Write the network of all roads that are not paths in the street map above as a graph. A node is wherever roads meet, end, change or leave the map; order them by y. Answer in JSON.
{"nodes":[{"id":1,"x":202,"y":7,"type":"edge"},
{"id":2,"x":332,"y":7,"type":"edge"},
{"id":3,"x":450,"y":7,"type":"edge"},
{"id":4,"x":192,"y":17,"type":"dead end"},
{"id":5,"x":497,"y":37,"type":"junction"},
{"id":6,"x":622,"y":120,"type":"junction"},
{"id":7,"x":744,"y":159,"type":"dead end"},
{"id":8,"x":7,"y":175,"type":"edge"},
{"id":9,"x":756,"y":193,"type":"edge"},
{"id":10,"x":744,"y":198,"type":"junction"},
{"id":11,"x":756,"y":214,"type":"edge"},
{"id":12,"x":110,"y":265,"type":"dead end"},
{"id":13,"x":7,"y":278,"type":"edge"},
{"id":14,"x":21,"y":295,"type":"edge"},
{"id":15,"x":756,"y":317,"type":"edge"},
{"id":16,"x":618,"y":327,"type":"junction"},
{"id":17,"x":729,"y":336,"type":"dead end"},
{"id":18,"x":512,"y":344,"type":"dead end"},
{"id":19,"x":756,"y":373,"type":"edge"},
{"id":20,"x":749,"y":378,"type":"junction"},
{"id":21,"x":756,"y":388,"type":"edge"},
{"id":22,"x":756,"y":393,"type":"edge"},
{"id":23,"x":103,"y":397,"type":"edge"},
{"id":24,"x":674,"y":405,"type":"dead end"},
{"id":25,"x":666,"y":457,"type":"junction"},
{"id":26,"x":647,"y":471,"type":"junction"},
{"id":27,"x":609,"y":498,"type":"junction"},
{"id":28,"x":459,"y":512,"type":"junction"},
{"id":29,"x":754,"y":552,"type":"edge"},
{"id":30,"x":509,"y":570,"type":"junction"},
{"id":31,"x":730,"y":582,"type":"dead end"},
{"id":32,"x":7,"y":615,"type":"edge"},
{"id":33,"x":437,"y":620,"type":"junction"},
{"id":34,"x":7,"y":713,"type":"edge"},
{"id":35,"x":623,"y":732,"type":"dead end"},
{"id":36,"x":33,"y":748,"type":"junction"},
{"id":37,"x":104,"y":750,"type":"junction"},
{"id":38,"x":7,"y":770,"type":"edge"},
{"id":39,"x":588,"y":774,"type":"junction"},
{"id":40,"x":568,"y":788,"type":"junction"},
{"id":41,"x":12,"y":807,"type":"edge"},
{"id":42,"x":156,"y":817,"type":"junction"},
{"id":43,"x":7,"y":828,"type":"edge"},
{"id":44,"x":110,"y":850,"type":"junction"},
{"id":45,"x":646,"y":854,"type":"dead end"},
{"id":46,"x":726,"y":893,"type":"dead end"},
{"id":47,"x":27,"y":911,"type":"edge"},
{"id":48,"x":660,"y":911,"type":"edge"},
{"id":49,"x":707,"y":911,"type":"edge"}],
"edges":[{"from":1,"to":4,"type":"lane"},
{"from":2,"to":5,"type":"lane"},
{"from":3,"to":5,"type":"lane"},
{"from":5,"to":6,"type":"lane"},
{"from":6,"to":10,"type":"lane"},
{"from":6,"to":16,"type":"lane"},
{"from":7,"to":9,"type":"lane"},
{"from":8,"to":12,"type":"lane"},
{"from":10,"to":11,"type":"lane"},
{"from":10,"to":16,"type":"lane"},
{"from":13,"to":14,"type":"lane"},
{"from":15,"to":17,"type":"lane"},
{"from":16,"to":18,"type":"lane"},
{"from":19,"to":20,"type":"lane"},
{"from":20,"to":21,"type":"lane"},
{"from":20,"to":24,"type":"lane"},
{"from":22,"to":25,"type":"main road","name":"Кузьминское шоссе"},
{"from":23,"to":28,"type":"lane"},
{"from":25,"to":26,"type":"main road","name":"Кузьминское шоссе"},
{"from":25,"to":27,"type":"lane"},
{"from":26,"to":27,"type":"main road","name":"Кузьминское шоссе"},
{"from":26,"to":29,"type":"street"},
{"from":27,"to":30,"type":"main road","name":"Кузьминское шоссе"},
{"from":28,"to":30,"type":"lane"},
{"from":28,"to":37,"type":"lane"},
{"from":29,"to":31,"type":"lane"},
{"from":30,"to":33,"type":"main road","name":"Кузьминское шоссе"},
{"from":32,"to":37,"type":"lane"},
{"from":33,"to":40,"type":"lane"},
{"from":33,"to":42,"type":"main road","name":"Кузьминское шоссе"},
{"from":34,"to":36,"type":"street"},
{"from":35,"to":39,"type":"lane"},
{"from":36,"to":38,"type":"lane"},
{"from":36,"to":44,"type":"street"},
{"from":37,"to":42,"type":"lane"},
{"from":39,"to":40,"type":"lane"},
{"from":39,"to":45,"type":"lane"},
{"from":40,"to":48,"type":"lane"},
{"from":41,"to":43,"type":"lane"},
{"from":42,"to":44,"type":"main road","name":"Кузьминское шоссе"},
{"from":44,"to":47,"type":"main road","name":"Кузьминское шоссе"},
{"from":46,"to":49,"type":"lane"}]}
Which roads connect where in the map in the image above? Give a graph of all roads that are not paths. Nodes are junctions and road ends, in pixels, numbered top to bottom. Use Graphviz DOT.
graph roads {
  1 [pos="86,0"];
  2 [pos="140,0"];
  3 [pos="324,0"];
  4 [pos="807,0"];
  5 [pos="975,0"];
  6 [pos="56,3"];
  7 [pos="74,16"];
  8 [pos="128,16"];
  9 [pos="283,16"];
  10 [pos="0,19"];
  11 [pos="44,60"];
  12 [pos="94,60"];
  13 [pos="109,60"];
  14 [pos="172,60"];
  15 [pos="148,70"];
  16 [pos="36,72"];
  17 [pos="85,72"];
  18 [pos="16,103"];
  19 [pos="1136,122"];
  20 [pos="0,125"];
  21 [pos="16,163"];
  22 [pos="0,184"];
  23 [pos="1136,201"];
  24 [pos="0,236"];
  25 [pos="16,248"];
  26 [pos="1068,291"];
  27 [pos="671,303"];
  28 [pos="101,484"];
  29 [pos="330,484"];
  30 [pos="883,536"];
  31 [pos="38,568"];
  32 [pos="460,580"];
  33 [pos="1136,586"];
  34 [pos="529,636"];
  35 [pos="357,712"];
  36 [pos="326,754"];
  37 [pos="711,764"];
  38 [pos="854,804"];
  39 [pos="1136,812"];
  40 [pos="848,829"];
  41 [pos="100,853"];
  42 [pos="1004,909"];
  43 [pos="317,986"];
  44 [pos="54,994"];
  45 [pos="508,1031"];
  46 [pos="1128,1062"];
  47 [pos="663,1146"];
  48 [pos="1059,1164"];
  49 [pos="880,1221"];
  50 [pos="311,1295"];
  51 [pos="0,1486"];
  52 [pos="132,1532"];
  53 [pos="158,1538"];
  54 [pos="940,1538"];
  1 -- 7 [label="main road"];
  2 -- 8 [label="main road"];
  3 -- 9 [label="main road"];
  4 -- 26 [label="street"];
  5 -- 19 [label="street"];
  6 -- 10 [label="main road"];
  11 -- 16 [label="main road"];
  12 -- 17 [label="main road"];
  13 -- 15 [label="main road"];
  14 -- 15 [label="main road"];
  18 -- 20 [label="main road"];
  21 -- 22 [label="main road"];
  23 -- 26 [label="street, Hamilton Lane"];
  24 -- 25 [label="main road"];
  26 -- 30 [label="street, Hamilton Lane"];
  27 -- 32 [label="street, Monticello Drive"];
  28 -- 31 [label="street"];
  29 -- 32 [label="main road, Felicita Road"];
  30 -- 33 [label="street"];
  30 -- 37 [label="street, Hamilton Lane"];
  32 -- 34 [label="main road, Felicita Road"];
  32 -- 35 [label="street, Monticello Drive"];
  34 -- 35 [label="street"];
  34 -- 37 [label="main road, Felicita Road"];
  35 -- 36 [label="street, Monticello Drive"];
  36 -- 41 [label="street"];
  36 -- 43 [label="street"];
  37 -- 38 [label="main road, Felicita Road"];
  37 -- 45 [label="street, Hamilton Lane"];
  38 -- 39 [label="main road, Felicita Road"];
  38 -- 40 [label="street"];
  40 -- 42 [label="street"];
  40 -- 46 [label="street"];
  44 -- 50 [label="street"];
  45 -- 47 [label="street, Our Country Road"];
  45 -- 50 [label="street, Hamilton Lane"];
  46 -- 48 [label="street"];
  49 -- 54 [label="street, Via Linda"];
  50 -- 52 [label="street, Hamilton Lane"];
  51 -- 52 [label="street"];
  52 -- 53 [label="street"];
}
· · · · ·
> **Task to carry out**: Scan the material for the string "Кузьминское". Copy each line where it appears.

> **Exercise solution**:
{"from":22,"to":25,"type":"main road","name":"Кузьминское шоссе"},
{"from":25,"to":26,"type":"main road","name":"Кузьминское шоссе"},
{"from":26,"to":27,"type":"main road","name":"Кузьминское шоссе"},
{"from":27,"to":30,"type":"main road","name":"Кузьминское шоссе"},
{"from":30,"to":33,"type":"main road","name":"Кузьминское шоссе"},
{"from":33,"to":42,"type":"main road","name":"Кузьминское шоссе"},
{"from":42,"to":44,"type":"main road","name":"Кузьминское шоссе"},
{"from":44,"to":47,"type":"main road","name":"Кузьминское шоссе"},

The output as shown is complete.